Best of the Players Championship: The 25 Most Dominant Performances
By Bill Felber
This was the first of Couples’ two Players titles and only the second championship of his developing tour career.
Although played for a third time at TPC Sawgrass, the course had been extensively renovated – mostly in response to player complaints — since Hal Sutton’s 1983 victory. Greens were flattened and slowed and several waste areas removed. The changes were noticeable on the scoreboard: The four-round stroke average fell by three strokes from its 1983 level.
Couples used a Friday 64, the week’s low round and a course record, to take the halfway lead at 135, two ahead of first-round leader Jim Thorpe. His advantage held at two, this time ahead of Seve Ballesteros, entering Sunday’s final round of play.

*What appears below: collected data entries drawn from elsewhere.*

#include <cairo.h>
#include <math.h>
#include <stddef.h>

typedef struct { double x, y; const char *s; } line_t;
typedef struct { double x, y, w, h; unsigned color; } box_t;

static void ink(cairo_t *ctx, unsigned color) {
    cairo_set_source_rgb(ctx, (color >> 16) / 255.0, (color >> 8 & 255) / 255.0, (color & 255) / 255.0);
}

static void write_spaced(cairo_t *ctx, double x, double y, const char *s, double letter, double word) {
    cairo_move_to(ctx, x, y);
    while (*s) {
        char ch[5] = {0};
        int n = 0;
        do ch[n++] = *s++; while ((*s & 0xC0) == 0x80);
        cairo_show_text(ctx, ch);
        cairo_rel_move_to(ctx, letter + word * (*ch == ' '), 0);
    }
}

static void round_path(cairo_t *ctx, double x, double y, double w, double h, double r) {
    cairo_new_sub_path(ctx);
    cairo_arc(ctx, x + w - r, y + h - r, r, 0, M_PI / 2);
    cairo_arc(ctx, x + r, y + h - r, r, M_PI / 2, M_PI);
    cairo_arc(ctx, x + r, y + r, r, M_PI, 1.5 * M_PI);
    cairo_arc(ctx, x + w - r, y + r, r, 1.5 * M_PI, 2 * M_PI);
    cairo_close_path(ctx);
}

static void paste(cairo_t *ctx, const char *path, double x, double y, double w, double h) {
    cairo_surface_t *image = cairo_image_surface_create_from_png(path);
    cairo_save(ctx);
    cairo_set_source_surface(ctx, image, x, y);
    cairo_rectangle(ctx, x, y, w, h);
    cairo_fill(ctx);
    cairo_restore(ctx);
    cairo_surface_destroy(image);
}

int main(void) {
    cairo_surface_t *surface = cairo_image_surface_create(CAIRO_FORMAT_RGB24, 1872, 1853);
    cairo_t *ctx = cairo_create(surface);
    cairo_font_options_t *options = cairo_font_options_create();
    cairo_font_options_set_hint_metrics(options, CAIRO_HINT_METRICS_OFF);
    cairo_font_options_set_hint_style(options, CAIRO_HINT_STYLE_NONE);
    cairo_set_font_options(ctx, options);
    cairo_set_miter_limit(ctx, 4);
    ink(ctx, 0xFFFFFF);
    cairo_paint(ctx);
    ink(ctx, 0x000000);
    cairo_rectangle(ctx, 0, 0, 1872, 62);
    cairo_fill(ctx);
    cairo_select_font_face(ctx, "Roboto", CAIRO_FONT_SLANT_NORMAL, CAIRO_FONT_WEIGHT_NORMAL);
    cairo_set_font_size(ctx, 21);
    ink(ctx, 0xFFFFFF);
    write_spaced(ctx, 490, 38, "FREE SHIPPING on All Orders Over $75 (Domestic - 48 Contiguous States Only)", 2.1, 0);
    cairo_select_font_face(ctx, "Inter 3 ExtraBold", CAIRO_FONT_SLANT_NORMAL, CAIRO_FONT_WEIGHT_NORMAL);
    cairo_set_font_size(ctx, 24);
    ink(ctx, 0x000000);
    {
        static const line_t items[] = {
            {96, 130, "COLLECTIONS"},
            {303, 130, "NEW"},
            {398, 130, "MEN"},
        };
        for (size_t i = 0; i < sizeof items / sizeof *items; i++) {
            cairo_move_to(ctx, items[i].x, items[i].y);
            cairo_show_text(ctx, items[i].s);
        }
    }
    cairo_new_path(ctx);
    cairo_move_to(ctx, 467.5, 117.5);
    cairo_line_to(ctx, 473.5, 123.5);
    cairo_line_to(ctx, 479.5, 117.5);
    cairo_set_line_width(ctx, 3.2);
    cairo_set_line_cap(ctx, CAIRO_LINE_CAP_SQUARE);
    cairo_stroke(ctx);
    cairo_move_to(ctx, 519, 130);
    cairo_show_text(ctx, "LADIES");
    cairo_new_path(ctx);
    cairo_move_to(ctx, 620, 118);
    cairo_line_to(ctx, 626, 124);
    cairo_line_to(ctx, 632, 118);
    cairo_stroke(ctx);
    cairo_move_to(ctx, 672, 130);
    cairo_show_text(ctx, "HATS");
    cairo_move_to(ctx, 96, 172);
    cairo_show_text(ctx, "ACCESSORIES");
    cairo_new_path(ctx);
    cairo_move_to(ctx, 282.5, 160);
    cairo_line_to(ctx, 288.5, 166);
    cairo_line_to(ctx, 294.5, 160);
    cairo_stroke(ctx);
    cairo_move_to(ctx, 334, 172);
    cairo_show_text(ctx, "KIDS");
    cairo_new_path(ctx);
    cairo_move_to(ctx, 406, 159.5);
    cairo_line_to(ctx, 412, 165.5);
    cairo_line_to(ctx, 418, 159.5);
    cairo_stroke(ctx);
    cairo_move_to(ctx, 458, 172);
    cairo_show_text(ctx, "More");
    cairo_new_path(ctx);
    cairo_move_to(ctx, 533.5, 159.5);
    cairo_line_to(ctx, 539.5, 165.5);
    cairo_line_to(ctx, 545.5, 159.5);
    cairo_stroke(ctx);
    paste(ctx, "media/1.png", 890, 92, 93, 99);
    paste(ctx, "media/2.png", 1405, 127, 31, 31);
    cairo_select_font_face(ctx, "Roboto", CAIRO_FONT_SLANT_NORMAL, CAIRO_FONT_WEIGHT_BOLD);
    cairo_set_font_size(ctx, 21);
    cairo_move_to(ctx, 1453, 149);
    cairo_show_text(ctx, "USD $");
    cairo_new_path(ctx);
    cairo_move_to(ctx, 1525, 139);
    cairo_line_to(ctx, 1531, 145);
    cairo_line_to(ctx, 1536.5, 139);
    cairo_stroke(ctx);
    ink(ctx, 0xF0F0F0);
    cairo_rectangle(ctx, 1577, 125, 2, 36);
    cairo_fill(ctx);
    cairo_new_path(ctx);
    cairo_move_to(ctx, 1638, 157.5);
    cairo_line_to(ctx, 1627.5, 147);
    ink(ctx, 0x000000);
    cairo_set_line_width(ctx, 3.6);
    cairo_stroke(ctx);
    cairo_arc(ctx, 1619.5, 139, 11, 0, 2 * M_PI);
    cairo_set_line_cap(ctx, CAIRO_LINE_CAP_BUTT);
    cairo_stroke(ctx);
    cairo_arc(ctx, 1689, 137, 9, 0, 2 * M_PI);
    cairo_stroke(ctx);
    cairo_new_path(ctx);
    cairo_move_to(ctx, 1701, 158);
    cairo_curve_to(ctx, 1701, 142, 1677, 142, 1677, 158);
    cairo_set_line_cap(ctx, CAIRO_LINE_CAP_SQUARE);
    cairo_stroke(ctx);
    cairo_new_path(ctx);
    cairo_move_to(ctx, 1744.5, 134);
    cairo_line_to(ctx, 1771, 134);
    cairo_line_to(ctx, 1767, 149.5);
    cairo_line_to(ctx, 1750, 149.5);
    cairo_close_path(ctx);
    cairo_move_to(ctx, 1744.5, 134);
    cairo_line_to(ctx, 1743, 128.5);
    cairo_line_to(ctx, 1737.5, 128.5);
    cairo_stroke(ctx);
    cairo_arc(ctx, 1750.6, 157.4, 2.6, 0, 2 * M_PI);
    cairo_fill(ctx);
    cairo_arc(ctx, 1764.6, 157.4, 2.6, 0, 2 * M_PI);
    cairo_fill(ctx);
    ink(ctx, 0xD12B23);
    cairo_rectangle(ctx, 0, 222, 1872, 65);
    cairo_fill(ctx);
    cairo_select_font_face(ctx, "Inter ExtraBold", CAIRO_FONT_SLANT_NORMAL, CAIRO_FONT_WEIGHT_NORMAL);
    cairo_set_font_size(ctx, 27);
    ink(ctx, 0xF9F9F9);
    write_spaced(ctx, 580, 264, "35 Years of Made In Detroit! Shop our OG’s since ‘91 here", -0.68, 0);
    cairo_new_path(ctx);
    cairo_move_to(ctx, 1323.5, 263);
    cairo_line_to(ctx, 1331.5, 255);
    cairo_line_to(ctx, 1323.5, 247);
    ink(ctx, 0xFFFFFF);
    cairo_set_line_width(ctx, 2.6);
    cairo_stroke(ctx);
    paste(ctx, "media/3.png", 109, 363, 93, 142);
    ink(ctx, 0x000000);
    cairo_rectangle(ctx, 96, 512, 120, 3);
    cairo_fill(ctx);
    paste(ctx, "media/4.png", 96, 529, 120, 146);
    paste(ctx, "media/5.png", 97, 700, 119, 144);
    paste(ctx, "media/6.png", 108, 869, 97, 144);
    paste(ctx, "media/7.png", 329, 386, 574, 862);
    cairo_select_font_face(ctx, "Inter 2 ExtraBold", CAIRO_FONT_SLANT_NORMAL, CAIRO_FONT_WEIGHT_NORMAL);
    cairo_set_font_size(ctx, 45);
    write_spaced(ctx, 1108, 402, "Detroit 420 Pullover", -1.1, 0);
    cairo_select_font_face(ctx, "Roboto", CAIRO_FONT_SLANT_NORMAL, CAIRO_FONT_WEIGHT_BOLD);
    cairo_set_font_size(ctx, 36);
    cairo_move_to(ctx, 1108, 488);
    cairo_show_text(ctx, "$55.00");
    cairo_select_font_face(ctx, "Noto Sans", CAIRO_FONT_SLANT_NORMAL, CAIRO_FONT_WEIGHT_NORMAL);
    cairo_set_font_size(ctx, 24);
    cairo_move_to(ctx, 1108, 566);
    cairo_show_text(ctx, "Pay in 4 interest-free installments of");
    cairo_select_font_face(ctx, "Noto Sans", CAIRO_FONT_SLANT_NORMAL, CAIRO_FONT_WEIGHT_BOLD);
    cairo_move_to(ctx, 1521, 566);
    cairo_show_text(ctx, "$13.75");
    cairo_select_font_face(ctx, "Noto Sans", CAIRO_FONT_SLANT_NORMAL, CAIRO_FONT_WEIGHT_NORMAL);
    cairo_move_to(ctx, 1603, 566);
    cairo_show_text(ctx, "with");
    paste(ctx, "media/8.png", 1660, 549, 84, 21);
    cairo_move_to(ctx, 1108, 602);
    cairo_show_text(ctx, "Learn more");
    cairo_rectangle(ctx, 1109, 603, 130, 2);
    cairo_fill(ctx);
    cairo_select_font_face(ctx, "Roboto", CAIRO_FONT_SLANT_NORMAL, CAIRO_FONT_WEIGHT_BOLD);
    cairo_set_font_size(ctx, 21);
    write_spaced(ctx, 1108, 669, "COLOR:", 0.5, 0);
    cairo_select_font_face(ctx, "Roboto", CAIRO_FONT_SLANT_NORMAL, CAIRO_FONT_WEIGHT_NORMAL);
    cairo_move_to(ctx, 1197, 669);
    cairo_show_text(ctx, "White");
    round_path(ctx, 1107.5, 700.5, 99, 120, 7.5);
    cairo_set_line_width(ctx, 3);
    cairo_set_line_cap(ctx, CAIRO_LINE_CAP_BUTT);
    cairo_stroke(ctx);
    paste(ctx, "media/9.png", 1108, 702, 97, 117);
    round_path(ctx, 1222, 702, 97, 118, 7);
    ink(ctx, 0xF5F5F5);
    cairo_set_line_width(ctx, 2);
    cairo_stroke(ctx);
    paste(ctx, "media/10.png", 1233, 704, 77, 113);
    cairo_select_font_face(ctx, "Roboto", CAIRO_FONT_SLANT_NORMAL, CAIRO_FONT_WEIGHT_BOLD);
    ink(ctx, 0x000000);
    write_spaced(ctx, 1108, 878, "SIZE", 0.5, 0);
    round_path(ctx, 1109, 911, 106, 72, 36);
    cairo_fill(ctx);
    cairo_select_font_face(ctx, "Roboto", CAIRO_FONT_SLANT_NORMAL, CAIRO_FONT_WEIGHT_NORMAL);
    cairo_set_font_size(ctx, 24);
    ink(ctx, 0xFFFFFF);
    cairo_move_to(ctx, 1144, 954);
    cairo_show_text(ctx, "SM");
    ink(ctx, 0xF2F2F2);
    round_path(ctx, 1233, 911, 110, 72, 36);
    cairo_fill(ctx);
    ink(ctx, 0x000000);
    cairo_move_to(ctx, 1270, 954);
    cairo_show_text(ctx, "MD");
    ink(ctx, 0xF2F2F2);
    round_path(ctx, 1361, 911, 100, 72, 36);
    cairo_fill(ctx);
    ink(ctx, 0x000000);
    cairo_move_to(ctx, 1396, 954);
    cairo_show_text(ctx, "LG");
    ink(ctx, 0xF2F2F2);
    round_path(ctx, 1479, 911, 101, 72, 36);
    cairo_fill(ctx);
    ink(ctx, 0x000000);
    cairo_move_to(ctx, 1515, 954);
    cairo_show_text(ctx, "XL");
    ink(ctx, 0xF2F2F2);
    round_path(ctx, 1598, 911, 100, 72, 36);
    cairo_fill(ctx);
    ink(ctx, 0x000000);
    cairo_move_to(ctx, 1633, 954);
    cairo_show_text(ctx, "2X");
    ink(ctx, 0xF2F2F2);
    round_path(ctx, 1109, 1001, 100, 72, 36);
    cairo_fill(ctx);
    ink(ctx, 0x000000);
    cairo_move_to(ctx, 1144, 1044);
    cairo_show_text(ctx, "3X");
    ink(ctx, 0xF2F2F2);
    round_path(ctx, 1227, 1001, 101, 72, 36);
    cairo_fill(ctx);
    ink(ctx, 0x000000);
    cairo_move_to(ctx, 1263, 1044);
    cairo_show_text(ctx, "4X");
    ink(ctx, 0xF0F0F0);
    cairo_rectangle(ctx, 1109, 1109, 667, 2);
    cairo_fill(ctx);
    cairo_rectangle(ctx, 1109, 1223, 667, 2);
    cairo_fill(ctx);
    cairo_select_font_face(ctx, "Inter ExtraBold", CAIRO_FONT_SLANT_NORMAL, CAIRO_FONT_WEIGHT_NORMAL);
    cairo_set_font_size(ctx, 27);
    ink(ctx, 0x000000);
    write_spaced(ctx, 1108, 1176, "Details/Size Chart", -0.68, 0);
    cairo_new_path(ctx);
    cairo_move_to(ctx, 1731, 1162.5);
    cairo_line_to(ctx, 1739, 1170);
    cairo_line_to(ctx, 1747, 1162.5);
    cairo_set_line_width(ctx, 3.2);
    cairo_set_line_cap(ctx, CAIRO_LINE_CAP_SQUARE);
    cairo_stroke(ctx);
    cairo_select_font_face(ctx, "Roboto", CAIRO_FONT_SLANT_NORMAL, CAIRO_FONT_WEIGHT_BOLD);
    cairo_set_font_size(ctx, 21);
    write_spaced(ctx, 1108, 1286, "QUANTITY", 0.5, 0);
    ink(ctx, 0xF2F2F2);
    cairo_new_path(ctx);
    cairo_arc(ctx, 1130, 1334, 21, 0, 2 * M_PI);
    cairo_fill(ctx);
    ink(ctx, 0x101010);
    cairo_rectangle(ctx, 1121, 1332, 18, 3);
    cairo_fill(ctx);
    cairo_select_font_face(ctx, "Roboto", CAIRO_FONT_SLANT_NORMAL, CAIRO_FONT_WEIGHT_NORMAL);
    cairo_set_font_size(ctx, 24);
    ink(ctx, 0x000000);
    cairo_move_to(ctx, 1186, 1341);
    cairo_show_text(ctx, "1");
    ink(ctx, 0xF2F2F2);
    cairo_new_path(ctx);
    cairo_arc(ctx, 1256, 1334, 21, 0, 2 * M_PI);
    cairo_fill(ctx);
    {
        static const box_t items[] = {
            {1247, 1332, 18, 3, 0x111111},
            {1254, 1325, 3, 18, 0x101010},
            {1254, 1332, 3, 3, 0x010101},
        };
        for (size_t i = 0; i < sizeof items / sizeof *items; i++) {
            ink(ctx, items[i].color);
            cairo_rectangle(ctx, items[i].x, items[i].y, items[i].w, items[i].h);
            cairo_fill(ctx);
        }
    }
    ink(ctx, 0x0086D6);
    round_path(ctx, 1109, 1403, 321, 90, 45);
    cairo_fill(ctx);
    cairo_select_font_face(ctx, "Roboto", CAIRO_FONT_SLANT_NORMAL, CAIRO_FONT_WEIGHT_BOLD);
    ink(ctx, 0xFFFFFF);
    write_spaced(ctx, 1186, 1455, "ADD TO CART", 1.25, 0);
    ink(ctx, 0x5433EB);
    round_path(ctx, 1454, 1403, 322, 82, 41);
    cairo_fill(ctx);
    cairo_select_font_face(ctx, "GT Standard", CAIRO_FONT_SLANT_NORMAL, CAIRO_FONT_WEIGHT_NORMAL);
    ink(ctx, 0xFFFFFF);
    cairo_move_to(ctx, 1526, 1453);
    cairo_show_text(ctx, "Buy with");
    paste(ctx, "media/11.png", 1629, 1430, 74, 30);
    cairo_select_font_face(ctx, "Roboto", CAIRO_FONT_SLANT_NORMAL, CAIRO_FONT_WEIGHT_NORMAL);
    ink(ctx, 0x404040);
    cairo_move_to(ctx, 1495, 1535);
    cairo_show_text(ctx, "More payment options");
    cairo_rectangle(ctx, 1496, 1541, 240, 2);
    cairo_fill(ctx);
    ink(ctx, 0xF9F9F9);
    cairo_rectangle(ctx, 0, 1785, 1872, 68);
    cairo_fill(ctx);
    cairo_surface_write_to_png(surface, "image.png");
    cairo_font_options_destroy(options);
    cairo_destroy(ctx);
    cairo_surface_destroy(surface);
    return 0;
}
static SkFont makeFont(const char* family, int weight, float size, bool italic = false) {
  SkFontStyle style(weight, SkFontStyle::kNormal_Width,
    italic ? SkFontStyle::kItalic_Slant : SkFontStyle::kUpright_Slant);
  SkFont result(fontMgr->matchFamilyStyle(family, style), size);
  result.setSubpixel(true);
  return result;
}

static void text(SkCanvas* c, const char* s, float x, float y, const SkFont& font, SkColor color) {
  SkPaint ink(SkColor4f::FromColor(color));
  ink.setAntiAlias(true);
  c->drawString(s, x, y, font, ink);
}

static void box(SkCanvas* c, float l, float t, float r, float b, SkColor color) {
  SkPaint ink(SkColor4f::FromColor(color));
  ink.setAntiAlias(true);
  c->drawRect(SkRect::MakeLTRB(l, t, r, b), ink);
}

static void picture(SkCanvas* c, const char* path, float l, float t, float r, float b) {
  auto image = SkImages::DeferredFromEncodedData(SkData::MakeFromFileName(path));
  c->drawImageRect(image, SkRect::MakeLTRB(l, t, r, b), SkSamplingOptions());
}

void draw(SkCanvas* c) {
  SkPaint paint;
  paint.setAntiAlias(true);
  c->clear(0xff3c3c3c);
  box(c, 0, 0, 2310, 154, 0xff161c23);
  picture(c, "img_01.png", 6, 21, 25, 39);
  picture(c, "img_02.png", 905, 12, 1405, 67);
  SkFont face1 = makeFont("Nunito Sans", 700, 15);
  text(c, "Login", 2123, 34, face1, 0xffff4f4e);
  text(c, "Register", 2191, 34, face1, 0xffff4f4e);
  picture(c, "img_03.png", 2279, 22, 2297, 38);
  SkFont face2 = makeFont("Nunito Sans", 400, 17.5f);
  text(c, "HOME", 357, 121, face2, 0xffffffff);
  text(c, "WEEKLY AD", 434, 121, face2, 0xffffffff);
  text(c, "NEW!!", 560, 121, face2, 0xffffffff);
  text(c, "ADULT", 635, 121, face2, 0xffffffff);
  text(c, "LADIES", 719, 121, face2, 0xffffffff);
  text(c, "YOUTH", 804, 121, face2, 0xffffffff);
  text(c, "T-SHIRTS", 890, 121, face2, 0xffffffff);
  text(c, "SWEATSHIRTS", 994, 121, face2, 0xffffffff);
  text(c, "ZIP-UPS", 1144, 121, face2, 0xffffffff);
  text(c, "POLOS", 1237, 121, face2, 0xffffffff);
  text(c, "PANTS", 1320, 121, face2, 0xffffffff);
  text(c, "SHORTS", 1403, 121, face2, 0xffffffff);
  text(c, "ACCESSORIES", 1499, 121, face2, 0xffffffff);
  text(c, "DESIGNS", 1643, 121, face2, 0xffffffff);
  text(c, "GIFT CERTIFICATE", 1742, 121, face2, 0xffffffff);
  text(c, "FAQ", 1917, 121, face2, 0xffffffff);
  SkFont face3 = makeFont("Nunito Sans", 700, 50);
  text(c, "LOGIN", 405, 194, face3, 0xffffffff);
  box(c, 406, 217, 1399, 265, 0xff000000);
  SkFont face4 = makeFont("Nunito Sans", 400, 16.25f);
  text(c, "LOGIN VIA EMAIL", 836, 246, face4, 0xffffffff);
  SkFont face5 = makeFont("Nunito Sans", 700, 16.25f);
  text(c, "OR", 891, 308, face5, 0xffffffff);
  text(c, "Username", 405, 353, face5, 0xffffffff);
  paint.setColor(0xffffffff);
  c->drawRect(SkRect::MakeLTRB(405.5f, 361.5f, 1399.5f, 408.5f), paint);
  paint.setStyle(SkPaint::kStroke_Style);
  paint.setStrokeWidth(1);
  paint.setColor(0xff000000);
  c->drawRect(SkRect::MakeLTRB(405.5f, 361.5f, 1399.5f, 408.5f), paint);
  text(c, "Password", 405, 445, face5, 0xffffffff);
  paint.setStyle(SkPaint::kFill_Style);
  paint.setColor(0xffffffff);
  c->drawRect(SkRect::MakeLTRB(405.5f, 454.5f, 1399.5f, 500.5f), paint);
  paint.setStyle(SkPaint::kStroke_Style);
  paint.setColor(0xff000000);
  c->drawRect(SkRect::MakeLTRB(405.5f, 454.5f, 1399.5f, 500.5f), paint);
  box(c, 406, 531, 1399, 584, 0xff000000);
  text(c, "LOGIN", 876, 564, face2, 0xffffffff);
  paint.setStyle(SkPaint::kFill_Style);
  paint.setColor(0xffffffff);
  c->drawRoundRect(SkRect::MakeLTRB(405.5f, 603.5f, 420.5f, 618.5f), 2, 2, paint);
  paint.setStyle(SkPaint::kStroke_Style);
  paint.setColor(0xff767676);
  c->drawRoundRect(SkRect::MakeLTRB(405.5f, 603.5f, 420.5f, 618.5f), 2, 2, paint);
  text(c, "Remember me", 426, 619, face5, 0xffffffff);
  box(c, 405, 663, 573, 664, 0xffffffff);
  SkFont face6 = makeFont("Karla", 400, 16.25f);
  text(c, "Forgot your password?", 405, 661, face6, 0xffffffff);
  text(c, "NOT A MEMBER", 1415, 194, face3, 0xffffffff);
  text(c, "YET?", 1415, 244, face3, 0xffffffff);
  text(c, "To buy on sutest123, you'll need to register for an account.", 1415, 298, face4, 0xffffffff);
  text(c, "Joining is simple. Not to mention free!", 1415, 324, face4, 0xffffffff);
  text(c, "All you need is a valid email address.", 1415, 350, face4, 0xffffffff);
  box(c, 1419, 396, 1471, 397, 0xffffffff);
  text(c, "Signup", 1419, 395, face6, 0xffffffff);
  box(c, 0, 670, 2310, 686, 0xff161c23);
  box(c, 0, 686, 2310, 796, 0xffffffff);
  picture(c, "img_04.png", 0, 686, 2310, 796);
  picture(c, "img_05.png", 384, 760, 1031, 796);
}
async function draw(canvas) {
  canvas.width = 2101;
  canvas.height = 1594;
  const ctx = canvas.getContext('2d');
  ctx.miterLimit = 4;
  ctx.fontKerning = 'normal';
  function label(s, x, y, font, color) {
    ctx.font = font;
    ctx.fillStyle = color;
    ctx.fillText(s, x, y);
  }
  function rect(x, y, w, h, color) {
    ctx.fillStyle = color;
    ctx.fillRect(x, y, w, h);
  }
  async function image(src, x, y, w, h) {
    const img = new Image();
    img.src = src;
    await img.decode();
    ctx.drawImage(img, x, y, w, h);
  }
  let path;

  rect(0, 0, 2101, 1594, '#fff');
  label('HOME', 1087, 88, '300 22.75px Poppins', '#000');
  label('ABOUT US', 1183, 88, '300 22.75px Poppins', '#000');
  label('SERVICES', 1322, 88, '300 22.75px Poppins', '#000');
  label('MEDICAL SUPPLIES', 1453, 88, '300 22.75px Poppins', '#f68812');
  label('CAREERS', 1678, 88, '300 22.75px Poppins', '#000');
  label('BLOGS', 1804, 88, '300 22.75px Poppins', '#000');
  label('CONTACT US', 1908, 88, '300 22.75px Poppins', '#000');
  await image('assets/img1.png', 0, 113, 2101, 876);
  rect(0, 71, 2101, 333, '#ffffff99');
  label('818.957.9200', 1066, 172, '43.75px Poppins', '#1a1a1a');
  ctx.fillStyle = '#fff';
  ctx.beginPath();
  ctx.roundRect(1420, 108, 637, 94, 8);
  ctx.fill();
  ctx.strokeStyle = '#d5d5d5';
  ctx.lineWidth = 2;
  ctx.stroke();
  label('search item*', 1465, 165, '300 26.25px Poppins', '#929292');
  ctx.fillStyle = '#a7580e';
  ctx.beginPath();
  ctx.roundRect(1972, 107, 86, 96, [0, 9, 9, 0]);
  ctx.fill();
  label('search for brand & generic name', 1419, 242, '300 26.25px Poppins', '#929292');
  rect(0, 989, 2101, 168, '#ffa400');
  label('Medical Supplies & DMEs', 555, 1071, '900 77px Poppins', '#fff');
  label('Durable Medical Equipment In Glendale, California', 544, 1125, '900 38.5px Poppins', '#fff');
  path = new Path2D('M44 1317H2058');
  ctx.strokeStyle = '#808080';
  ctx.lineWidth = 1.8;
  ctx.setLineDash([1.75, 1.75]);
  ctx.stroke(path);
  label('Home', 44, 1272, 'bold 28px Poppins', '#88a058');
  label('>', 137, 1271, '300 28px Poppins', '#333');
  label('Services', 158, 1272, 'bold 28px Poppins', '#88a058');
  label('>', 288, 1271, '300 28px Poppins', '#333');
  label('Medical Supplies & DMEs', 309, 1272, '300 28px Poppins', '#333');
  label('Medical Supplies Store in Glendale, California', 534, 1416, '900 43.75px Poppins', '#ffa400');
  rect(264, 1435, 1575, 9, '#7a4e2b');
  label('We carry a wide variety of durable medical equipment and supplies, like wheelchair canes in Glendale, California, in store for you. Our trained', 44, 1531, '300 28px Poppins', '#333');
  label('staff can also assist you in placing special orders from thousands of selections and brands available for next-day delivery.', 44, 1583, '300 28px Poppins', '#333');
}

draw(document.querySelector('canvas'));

But demons lurked, the most threatening being veteran Lee Trevino, who moved within one stroke of Couples on the front nine of the final round. Couples rose to the challenge. At the eighth hole, his 2-iron stopped two feet from the cup for a birdie. At the ninth, his approach stopped six feet from the cup and he dropped that birdie putt as well. He led by three.
“I felt and pressure, and it was a good pressure,” Couples would later tell reporters.
His final test was the island green 17th, which Couples arrived at holding a two-shot lead. He recorded an uneventful par, rendering his three-putt at 18 meaningless.